■ **The problem**:
Could you print only the lines from the one containing "Turn all roads" through the end of the listing below, unchanged?

━━━━━ Data for the task ━━━━━

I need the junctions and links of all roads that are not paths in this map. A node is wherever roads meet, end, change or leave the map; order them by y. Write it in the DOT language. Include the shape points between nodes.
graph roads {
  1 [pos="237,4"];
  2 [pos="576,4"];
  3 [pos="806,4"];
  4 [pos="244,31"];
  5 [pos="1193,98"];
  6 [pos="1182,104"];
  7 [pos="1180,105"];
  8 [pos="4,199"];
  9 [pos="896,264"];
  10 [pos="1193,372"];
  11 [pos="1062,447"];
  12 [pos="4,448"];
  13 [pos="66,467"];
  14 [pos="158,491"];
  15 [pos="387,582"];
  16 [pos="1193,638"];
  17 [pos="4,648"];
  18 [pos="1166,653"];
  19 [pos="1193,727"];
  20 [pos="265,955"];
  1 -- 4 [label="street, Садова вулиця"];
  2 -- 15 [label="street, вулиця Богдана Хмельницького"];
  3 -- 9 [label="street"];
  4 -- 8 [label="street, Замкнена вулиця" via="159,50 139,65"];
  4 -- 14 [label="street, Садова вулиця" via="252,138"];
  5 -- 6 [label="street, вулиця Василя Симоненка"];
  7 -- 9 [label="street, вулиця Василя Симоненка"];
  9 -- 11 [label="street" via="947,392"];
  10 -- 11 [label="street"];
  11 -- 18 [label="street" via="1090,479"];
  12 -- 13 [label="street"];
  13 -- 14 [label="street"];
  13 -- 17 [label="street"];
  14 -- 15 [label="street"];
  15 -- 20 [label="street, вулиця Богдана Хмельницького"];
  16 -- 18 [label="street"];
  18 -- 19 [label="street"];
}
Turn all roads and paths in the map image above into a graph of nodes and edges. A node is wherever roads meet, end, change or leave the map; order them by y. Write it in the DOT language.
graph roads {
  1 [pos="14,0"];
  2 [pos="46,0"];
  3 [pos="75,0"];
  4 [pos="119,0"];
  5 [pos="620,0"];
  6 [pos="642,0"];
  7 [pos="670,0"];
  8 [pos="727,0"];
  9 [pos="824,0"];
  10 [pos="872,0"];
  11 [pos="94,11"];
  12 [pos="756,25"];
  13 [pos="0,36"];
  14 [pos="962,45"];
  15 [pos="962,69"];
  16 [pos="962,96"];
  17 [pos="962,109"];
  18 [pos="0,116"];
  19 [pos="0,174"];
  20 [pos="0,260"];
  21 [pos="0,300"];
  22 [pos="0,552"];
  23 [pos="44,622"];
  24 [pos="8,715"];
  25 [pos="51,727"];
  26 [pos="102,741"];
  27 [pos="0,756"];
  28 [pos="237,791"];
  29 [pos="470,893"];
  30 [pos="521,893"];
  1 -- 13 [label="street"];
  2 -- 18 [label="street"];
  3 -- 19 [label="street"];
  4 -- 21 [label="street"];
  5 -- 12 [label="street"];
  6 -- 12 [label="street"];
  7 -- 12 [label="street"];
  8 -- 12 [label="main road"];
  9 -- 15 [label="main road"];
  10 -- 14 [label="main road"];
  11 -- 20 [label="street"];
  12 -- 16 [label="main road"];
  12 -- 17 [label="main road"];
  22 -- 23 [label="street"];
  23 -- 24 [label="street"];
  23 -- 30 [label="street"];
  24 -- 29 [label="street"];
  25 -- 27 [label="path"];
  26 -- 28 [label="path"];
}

━━━━━

■ **Response**:
Turn all roads and paths in the map image above into a graph of nodes and edges. A node is wherever roads meet, end, change or leave the map; order them by y. Write it in the DOT language.
graph roads {
  1 [pos="14,0"];
  2 [pos="46,0"];
  3 [pos="75,0"];
  4 [pos="119,0"];
  5 [pos="620,0"];
  6 [pos="642,0"];
  7 [pos="670,0"];
  8 [pos="727,0"];
  9 [pos="824,0"];
  10 [pos="872,0"];
  11 [pos="94,11"];
  12 [pos="756,25"];
  13 [pos="0,36"];
  14 [pos="962,45"];
  15 [pos="962,69"];
  16 [pos="962,96"];
  17 [pos="962,109"];
  18 [pos="0,116"];
  19 [pos="0,174"];
  20 [pos="0,260"];
  21 [pos="0,300"];
  22 [pos="0,552"];
  23 [pos="44,622"];
  24 [pos="8,715"];
  25 [pos="51,727"];
  26 [pos="102,741"];
  27 [pos="0,756"];
  28 [pos="237,791"];
  29 [pos="470,893"];
  30 [pos="521,893"];
  1 -- 13 [label="street"];
  2 -- 18 [label="street"];
  3 -- 19 [label="street"];
  4 -- 21 [label="street"];
  5 -- 12 [label="street"];
  6 -- 12 [label="street"];
  7 -- 12 [label="street"];
  8 -- 12 [label="main road"];
  9 -- 15 [label="main road"];
  10 -- 14 [label="main road"];
  11 -- 20 [label="street"];
  12 -- 16 [label="main road"];
  12 -- 17 [label="main road"];
  22 -- 23 [label="street"];
  23 -- 24 [label="street"];
  23 -- 30 [label="street"];
  24 -- 29 [label="street"];
  25 -- 27 [label="path"];
  26 -- 28 [label="path"];
}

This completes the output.